◆ ACTIVITY:
In the records below, find the line containing "index dip: (870, 561)" and the line containing "wrist: (449, 1281)". Give again exactly those lines and every line between them, omitting the pictures.

------------------------------

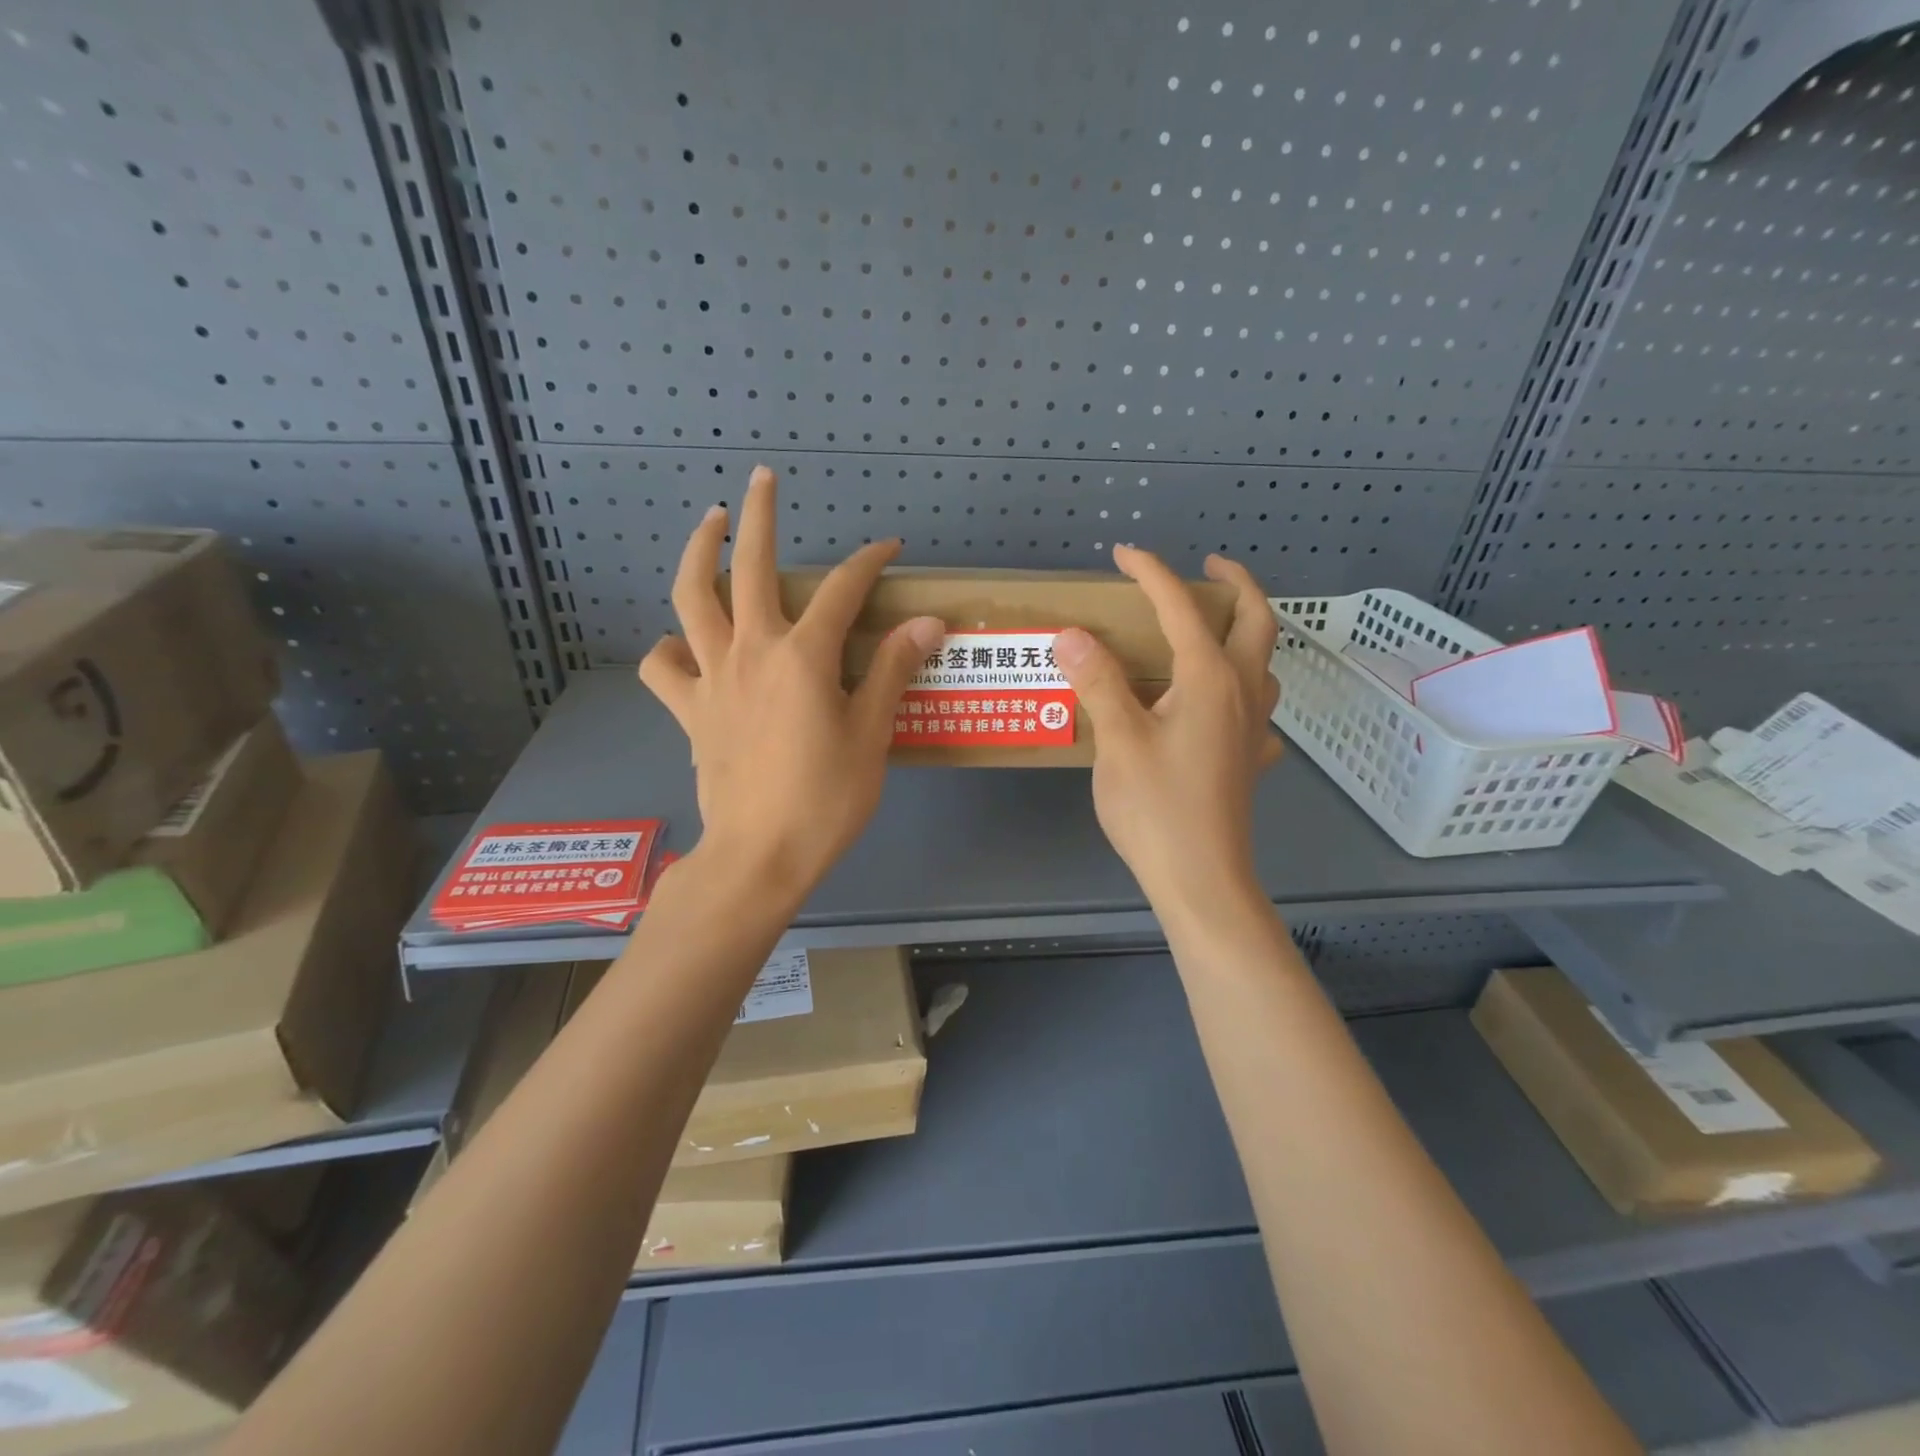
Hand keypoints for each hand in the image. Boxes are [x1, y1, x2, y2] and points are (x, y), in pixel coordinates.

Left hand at [639, 466, 943, 901]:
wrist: (760, 855)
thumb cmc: (825, 799)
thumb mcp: (872, 735)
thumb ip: (892, 671)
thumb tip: (927, 622)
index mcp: (803, 656)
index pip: (845, 589)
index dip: (870, 561)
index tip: (890, 549)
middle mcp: (751, 651)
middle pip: (750, 566)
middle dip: (760, 515)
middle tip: (761, 479)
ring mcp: (712, 678)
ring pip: (690, 599)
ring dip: (699, 554)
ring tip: (711, 528)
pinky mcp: (689, 710)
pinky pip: (664, 666)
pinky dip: (669, 647)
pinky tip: (685, 644)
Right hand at [1052, 546, 1280, 910]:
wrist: (1201, 879)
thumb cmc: (1156, 808)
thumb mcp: (1118, 740)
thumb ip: (1098, 682)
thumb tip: (1072, 634)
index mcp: (1211, 678)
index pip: (1181, 608)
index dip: (1152, 574)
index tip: (1124, 554)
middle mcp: (1243, 692)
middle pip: (1257, 620)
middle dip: (1235, 583)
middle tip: (1208, 567)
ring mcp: (1254, 728)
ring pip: (1265, 662)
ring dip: (1246, 632)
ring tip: (1212, 630)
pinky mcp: (1250, 759)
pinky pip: (1257, 709)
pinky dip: (1244, 690)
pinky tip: (1220, 708)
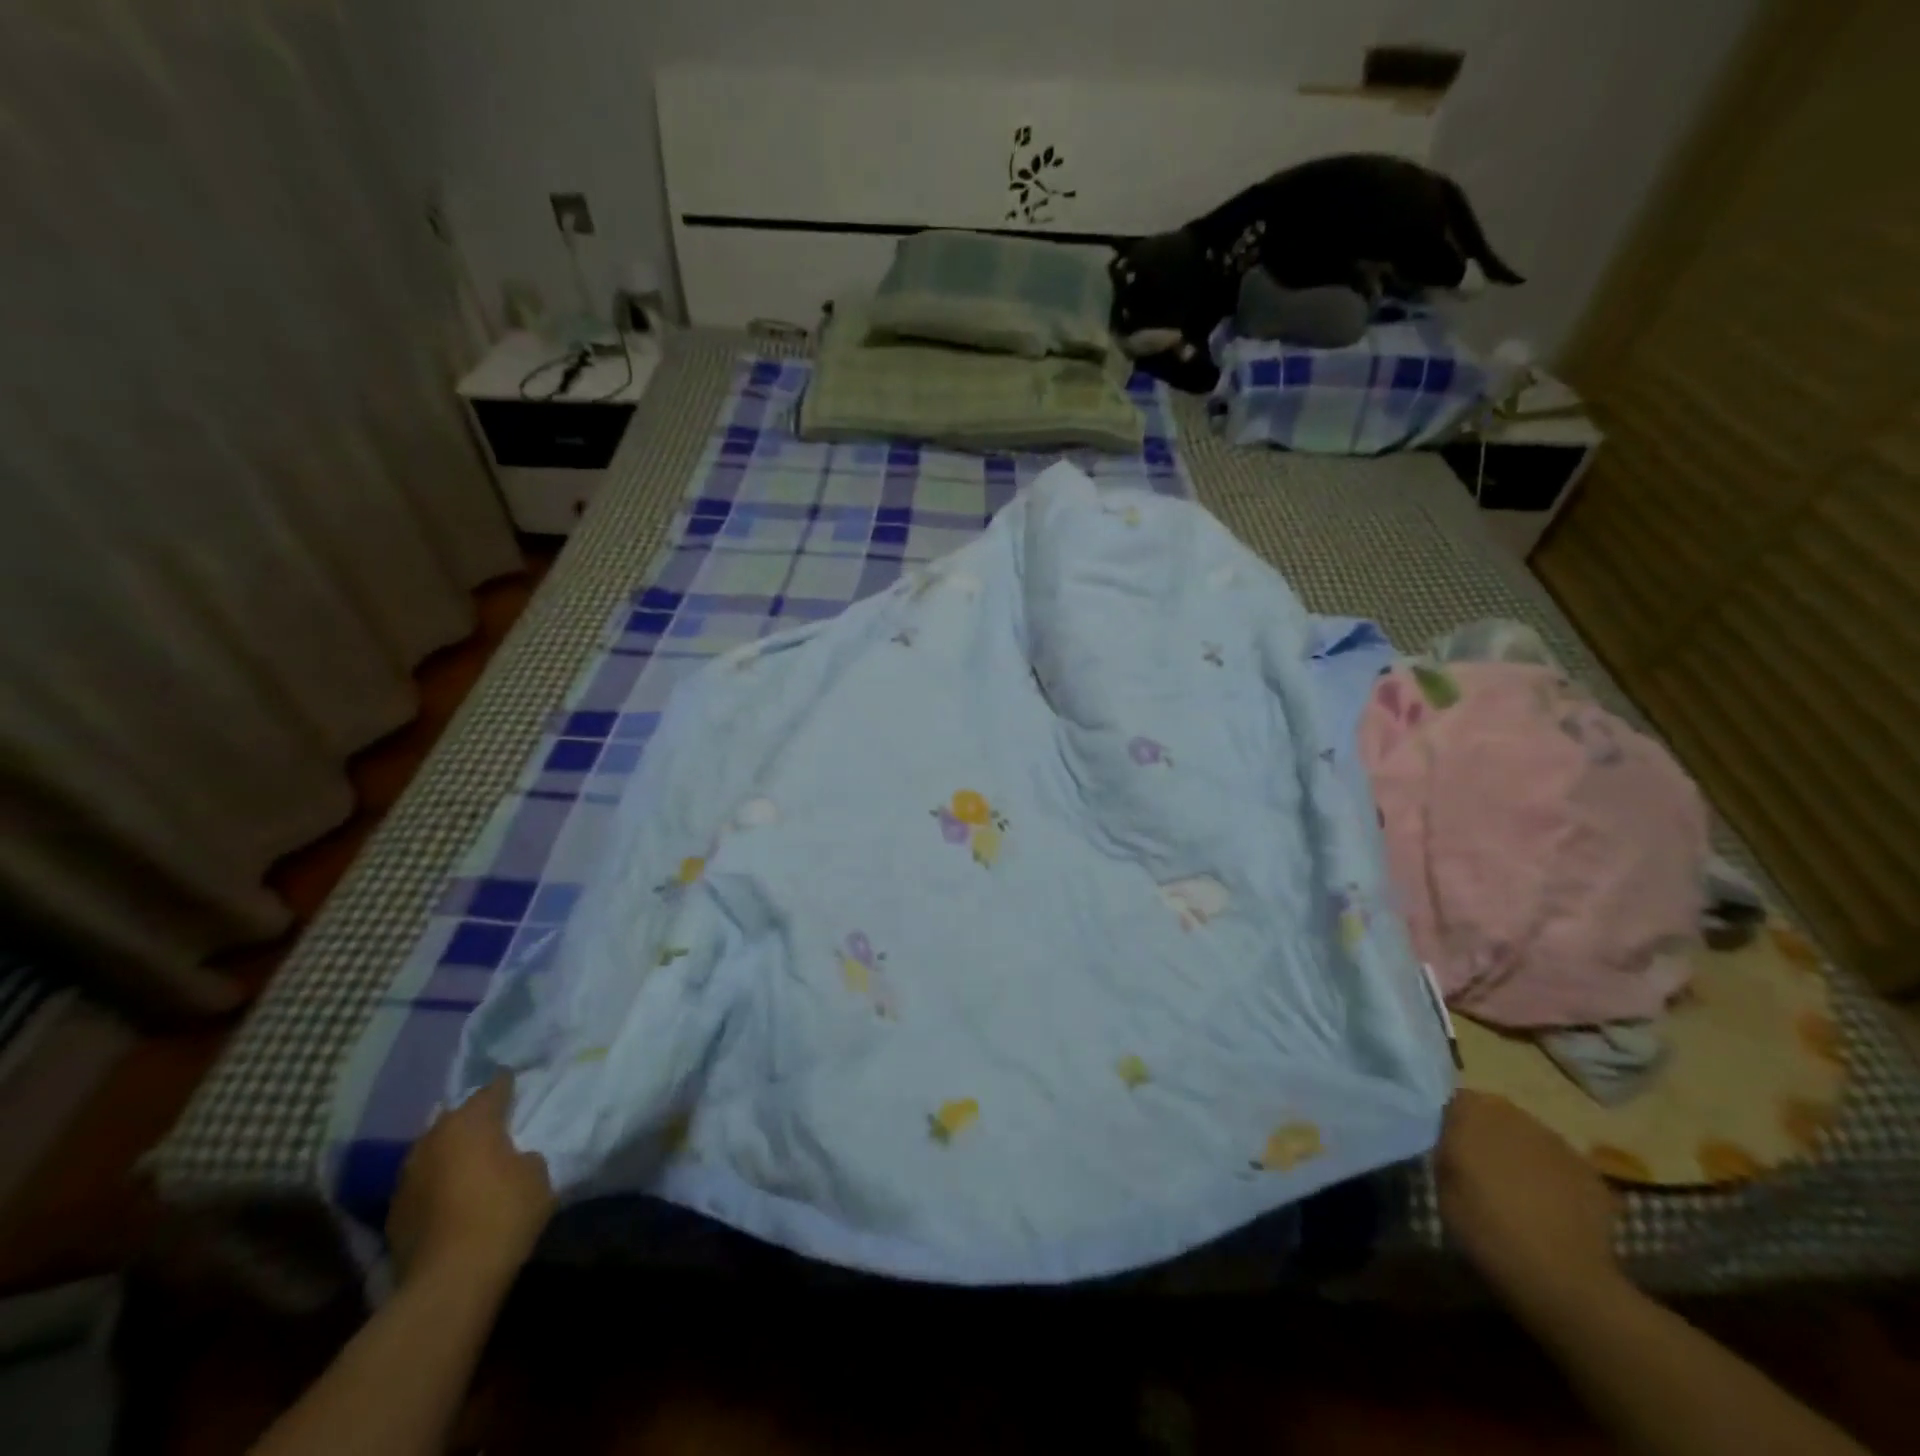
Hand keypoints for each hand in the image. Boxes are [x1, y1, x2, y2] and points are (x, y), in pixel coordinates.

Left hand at [386, 1076, 553, 1286]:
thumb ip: (524, 1155)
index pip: (493, 1089)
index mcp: (471, 1122)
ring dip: (450, 1151)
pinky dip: (437, 1181)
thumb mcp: (536, 1174)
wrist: (449, 1281)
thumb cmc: (503, 1213)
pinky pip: (422, 1182)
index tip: (515, 1082)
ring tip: (470, 1158)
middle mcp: (433, 1139)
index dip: (507, 1085)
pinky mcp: (393, 1212)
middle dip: (473, 1118)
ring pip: (434, 1149)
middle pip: (456, 1117)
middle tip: (493, 1123)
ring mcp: (407, 1176)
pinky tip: (451, 1192)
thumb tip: (512, 1158)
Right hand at [1435, 1091, 1620, 1310]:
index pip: (1456, 1100)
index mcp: (1473, 1114)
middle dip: (1488, 1135)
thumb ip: (1447, 1149)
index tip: (1450, 1149)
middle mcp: (1516, 1116)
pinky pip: (1561, 1163)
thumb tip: (1453, 1140)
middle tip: (1481, 1169)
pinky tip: (1551, 1208)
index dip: (1452, 1123)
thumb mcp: (1442, 1184)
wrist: (1562, 1278)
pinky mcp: (1590, 1172)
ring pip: (1530, 1137)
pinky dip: (1554, 1177)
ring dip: (1521, 1153)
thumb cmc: (1486, 1228)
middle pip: (1496, 1114)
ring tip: (1519, 1190)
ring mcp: (1558, 1142)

------------------------------

◆ COMPLETED TASK:
index dip: (870, 561)
index tip: (890, 549)
middle mcp: (751, 651)
middle pip: (750, 566)
middle dip: (760, 515)
middle tip: (761, 479)
ring mcp: (712, 678)
ring pip: (690, 599)
ring dip: (699, 554)
ring tip: (711, 528)
pinky mcp: (689, 710)
pinky pip: (664, 666)
pinky dip: (669, 647)
pinky tip: (685, 644)
Right hand at [1052, 546, 1280, 910]:
wrist: (1201, 879)
thumb cmc: (1156, 808)
thumb mcp: (1118, 740)
thumb ip: (1098, 682)
thumb tip: (1072, 634)
index mcp: (1211, 678)
index pip: (1181, 608)
index dip: (1152, 574)
index tip: (1124, 554)
middle mcp: (1243, 692)
middle pip: (1257, 620)
middle dip: (1235, 583)
middle tip: (1208, 567)
ring mcp: (1254, 728)
ring pip: (1265, 662)
ring dip: (1246, 632)
ring tip: (1212, 630)
pinky mcp: (1250, 759)
pinky pip: (1257, 709)
pinky dip: (1244, 690)
pinky tip: (1220, 708)
Hand keypoints for each hand in the image. Boxes are [x1, y1, x2, y2] and points are (x, y), in pixel coordinates.

Left hand at [386, 1076, 553, 1286]:
thumb ip: (524, 1155)
index pip: (493, 1089)
index mcp: (471, 1122)
ring dip: (450, 1151)
pinky dip: (437, 1181)
thumb mcp: (536, 1174)
wrist: (449, 1281)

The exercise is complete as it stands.